The actor speaks on the plight of female directors in the film industry and tells the story of her feature-length directorial debut, a horror story where almost no one is as they seem

Romola Garai realised early on that acting out “other people’s ideas and dreams and the narratives they want to tell” was not going to be enough for her. And while she had a “pretty good career quite quickly”, appearing in films such as Dirty Dancing: Havana Nights, Vanity Fair, and Atonement, it was not something that she had dreamed of doing as a child.

“I started acting, sort of professionally, when I was 17,” she says, “and I more or less fell into it. But I realised, like a few years down the line, that I was somebody who was going to need some kind of other creative outlet.”

Aged 30, Garai stepped behind the camera for the first time with the short film Scrubber. Nine years later, she has unexpectedly joined the burgeoning ranks of British female horror filmmakers with the grisly neo-gothic fantasy, Amulet.

Although the film is a highly accomplished feature debut, dripping with atmosphere, inventiveness, and intelligence, Garai did not always believe in herself. She says that while young men look at directors and see “some that are incredible geniuses, some that are good, and some that are weird”, the women directors she admired growing up, like Sally Potter, “felt like such outliers that you self-select out of it, because you think, ‘Well, they’re female directors because they’re geniuses.’ It just felt like you have to be so amazing to do it that there’s no point even trying. So you sort of shut that mental door.”

This changed when Garai started working with female directors and reading scripts by women. “Then I thought, ‘Oh, that's a door that I consciously shut to myself,’ and kind of went back and opened it.”

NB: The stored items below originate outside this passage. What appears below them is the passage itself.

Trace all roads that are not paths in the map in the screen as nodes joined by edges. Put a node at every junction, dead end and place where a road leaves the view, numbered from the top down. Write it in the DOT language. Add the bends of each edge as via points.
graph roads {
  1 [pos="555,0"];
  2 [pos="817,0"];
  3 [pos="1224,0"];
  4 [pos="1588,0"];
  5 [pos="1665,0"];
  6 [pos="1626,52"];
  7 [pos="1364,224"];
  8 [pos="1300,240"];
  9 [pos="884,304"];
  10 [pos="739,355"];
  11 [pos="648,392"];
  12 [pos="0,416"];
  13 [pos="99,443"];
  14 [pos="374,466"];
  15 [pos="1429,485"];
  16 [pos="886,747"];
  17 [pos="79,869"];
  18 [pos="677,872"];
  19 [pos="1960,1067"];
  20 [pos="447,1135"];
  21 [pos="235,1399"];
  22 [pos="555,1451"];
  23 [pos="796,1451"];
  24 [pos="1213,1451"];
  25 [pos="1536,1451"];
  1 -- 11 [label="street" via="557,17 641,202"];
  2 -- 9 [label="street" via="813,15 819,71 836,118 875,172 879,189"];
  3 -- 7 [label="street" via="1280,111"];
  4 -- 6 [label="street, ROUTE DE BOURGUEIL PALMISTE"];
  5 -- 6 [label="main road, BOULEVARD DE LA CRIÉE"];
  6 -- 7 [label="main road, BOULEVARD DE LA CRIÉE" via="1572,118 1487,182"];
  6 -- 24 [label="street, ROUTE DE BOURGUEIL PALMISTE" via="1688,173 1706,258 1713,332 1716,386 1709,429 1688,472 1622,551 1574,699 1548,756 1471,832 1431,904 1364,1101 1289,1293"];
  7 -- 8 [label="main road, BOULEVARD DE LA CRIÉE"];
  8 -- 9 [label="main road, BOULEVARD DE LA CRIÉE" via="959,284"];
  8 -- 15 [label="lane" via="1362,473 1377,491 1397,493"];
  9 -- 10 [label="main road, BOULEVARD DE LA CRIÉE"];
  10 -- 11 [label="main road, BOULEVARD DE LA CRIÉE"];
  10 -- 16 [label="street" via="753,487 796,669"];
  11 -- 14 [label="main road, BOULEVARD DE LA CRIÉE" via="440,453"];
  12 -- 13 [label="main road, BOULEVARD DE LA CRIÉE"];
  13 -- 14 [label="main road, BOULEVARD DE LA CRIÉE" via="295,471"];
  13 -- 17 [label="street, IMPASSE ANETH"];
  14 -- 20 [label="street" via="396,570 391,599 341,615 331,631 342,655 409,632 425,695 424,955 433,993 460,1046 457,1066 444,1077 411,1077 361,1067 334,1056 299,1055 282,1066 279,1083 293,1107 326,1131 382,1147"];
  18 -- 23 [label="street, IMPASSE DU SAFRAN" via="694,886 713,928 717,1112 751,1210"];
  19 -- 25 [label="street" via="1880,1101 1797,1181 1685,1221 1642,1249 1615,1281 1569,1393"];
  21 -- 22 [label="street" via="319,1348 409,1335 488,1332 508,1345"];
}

Amulet plays with fairy tale archetypes and gender tropes, in a story where almost no one is as they first appear. The film begins as a character study of a former soldier from an unnamed war-torn European country living rough in England, and then segues into horror as he takes up a nun’s offer of lodging in a house along with a young woman and her violent sick mother, who lives in the attic, in return for his DIY skills.

For Garai, sitting down to write a horror film meant first solving what for her was the problem of the protagonist’s gender. “More often than not, the protagonist is female, and it’s the terror and extremity of feeling that she feels that, to some extent, the audience gets off on.” As an actress, she says, she has “struggled a lot with the idea of my own emotions being sold, essentially, like my own relationship with that, and I definitely didn’t want to see that on screen. So that meant a male protagonist.”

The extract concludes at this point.